Even so, you should be advised that a bunch of desirable coastal properties are probably going to be priced at the more competitive end of the Gold Coast market, with owners very motivated to sell.

Very, very motivated indeed. Before the next high tide, ideally.

According to Domain, residents in Currumbin Waters have discovered that they’re no longer able to get insurance from some providers for storm surges, while others have found their premiums jumping to the equivalent of a second-hand Corolla per year — a situation which has already struck some home owners in Surfers Paradise and other towns in Queensland and NSW, where certain streets are rather more ocean-adjacent than they once were.

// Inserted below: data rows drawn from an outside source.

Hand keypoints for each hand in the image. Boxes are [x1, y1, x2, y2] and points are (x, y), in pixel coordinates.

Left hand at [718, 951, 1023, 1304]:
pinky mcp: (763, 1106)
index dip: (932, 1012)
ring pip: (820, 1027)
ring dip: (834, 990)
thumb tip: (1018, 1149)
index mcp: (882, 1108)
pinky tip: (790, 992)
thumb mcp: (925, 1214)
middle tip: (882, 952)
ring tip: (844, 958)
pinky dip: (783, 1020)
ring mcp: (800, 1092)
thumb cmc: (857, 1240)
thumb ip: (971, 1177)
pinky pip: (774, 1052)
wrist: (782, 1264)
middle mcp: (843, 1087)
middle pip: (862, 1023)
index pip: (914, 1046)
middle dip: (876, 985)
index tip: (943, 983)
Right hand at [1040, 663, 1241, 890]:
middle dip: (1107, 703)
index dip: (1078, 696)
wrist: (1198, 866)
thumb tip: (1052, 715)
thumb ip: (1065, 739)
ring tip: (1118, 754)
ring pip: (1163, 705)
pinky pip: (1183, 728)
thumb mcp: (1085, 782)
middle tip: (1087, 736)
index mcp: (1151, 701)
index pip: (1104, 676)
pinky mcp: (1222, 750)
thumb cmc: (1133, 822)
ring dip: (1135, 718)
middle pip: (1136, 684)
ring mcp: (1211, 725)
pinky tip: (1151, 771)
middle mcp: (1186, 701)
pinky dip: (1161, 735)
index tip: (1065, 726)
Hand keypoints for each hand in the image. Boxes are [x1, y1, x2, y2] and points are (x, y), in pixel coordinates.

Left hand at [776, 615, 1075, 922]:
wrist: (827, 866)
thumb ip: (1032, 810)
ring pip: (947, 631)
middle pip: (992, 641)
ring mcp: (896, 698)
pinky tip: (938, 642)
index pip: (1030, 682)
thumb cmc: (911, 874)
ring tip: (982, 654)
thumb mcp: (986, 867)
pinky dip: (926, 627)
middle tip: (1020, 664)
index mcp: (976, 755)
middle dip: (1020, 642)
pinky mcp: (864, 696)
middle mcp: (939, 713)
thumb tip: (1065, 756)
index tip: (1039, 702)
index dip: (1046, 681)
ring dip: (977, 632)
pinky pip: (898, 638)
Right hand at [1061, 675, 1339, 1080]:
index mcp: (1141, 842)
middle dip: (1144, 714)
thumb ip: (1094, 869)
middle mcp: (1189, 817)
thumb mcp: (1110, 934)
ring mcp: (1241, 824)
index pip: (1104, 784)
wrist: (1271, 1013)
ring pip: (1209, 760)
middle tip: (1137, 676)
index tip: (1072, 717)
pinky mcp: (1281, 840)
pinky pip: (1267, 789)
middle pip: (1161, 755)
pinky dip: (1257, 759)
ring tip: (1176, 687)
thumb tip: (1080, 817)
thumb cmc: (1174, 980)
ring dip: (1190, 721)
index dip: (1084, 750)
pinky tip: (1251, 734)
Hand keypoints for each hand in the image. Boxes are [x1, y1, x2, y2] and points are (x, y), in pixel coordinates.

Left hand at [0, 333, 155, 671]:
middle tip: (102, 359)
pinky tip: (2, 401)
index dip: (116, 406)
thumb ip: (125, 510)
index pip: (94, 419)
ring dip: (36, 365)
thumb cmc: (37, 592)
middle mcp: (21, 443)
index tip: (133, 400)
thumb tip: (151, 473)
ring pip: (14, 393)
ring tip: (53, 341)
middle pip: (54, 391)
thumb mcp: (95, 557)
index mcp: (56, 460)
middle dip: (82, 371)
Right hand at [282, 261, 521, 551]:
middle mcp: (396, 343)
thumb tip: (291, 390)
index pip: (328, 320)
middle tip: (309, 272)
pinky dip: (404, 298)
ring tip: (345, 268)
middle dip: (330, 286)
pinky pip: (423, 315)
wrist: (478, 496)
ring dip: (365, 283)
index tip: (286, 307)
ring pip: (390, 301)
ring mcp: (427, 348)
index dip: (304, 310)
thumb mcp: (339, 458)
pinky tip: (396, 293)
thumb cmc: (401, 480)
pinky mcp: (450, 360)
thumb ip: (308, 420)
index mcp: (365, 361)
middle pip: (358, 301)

Yes, while the Morrison government speaks in confident-yet-vague terms about resilience and adaptation, the insurance biz is just red-zoning the hell out of the east coast in the safe assumption that spirited backbench arguments about Bureau of Meteorology records won’t actually prevent increasingly frequent and severe flooding wreaking havoc on property.

Mind you, if you’ve ever dreamed of owning a beachfront property, and then a beach-filled one, then now is the time to nab some bargains!

Alternatively, you could just buy up in Murwillumbah and wait for the coast to come to you.